Übung 1 (Variable Mensur)

Bewegt sich Vorwärts auf Discipulus zu und startet mit Oberhau nach eigenem Ermessen. Bewegt sich Vorwärts auf Magister zu und reagiert auf Magisters Oberhau mit Zornhau. (+ optional: Schritt nach vorne, Kraft damit nach vorne bringen).

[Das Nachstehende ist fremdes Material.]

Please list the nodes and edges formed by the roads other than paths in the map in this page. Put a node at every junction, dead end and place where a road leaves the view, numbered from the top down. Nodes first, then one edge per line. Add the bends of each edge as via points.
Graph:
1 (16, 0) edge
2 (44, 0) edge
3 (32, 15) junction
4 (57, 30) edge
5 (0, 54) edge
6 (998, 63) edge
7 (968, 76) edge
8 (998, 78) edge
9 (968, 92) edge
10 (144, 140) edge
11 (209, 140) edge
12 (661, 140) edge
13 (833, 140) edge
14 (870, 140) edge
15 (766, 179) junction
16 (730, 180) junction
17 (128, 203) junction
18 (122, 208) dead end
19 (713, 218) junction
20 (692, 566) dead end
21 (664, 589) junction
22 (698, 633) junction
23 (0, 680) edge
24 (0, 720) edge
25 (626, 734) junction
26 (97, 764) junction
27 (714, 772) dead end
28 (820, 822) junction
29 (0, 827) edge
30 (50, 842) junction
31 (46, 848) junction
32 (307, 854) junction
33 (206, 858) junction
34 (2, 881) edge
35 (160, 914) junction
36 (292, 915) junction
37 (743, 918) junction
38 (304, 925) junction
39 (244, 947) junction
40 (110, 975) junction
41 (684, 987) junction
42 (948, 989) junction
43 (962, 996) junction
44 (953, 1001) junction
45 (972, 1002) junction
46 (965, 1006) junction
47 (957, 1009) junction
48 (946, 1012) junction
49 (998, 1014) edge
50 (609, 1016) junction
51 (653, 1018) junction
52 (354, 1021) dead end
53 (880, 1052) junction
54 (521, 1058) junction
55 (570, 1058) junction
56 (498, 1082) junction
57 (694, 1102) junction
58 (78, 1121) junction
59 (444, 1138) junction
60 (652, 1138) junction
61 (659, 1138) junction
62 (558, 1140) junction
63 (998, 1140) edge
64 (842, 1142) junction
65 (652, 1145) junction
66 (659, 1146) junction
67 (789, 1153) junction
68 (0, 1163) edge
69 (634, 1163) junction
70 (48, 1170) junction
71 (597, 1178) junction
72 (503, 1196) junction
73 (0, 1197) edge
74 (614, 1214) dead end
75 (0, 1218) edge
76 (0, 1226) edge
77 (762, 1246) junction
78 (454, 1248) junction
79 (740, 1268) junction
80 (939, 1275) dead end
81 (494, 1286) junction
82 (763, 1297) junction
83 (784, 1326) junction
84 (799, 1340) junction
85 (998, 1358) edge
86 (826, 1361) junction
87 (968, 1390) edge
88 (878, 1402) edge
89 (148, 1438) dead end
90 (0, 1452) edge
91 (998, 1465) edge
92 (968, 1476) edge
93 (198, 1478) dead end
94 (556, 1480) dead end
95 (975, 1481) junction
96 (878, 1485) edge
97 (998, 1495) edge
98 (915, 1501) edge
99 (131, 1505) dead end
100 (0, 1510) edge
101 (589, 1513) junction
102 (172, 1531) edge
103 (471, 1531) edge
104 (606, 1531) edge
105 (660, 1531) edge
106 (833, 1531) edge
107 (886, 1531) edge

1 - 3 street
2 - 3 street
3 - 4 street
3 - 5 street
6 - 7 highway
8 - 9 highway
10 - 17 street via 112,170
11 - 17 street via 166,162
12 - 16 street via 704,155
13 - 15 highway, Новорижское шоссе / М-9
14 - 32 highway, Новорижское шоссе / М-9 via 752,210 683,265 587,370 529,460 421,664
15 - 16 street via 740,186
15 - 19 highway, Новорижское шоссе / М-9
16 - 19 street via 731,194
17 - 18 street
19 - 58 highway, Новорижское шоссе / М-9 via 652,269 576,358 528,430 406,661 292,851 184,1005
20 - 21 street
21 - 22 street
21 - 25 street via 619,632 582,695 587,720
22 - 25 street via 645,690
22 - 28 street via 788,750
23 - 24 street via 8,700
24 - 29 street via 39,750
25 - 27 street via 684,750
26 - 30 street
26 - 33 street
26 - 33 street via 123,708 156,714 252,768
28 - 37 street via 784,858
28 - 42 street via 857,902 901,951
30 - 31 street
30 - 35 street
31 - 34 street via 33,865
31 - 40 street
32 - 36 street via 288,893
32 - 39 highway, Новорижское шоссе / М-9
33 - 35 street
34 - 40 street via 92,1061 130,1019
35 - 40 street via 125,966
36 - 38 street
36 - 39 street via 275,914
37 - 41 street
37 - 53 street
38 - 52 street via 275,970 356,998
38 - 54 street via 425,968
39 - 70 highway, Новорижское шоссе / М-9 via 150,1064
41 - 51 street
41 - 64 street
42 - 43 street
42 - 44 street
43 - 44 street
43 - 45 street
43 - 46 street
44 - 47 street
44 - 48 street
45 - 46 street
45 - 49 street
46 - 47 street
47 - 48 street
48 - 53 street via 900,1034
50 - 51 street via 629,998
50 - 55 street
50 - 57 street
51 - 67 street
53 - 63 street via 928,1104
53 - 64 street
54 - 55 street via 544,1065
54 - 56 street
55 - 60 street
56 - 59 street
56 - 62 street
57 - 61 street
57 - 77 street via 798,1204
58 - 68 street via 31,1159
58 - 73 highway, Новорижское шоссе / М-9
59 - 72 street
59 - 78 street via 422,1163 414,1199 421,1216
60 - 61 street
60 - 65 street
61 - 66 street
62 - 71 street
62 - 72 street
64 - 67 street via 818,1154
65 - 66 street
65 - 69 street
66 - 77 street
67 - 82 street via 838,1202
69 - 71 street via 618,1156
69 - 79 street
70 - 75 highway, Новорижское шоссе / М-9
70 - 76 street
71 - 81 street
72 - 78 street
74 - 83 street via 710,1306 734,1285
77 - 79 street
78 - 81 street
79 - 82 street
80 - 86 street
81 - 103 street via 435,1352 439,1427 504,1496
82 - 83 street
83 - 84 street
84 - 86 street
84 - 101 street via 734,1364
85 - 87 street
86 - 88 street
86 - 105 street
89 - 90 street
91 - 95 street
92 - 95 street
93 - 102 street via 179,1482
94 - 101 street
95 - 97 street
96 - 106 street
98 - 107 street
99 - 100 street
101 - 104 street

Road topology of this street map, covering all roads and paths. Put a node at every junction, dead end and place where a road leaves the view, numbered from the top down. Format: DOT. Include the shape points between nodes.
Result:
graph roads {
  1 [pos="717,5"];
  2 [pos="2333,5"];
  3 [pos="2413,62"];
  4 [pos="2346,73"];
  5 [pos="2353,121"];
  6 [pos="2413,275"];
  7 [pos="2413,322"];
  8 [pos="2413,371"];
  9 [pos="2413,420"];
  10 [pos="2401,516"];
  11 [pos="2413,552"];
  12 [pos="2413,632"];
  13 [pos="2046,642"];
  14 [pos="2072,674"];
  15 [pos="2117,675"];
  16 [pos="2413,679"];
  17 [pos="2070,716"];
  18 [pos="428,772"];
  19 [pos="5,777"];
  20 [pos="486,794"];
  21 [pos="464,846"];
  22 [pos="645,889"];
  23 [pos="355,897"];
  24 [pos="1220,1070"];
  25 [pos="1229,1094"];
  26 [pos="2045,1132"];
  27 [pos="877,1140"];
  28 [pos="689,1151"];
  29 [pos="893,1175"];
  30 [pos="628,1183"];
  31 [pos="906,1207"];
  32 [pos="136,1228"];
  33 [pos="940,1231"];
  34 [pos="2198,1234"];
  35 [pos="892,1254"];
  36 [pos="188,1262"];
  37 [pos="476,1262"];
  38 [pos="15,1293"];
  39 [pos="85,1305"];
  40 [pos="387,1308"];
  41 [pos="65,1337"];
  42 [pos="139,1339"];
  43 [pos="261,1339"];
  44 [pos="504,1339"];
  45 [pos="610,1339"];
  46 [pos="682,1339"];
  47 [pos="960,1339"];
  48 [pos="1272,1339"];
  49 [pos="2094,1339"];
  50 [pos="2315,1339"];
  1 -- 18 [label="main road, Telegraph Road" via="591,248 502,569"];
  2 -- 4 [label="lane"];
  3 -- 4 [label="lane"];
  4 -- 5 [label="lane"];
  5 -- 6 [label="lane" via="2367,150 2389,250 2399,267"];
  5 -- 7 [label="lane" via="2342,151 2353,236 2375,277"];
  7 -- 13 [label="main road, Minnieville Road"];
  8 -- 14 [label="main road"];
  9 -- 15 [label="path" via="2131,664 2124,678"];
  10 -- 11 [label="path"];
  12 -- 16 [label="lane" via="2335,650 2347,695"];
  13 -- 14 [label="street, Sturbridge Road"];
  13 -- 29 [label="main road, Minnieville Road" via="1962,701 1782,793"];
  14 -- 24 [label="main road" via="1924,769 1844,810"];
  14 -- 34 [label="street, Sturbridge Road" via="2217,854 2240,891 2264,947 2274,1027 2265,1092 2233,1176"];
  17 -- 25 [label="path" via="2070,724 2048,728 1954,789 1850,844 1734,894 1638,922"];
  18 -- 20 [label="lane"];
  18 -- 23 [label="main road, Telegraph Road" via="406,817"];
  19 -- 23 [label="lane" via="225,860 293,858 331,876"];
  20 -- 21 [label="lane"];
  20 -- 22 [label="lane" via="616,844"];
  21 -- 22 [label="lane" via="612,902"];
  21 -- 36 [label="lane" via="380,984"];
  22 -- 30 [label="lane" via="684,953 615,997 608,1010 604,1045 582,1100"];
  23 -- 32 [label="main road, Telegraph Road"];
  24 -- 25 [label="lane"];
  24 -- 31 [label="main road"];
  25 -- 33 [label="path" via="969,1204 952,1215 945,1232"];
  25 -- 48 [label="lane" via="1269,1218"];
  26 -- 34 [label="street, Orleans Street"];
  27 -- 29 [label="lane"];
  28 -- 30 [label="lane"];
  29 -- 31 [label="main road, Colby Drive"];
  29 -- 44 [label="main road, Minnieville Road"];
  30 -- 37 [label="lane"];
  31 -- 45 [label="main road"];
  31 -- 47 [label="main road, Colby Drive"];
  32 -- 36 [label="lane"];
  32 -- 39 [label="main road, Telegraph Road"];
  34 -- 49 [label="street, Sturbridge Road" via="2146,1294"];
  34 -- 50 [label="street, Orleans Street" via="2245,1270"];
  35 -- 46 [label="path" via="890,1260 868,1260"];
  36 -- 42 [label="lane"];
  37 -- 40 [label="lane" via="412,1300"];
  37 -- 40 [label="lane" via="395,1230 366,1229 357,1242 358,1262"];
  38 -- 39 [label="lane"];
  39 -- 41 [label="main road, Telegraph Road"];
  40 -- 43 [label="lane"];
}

Option 1 - "oben Abnehmen"

... reagiert auf Discipulus Zornhau, drückt Discipulus Ort nach Außen, um sich zu schützen.
(= "Dumme" Versatzung, da Ort den Gegner nicht bedroht)
... "oben Abnehmen" (Quelle) = Drücke in der Vorwärtsbewegung beim Einschießen mit der hinteren Hand den Knopf nach unten und bringe Deinen Dein Ort in einer knappen Bewegung über den Ort des Gegners. Zieh anschließend den Knopf kräftig wieder zurück und schlage nahe der Klinge Deines Gegners, steil mit der langen Schneide zu seinem Kopf, während Du den Schritt abschließt.
Option 2 - "Durch-wechseln" ... reagiert auf Discipulus Zornhau, drückt Discipulus Ort nach Außen, um sich zu schützen.
(= "Dumme" Versatzung, da Ort den Gegner nicht bedroht)
... "Durchwechseln" (Erfahrungeswert) = Löse deine Waffe ruckartig, kreisförmig aus dem Band. Dabei wird der eigene Ort unter der gegnerische Gehilz „durchgewechselt“ um sofort ein Stich setzen zu können.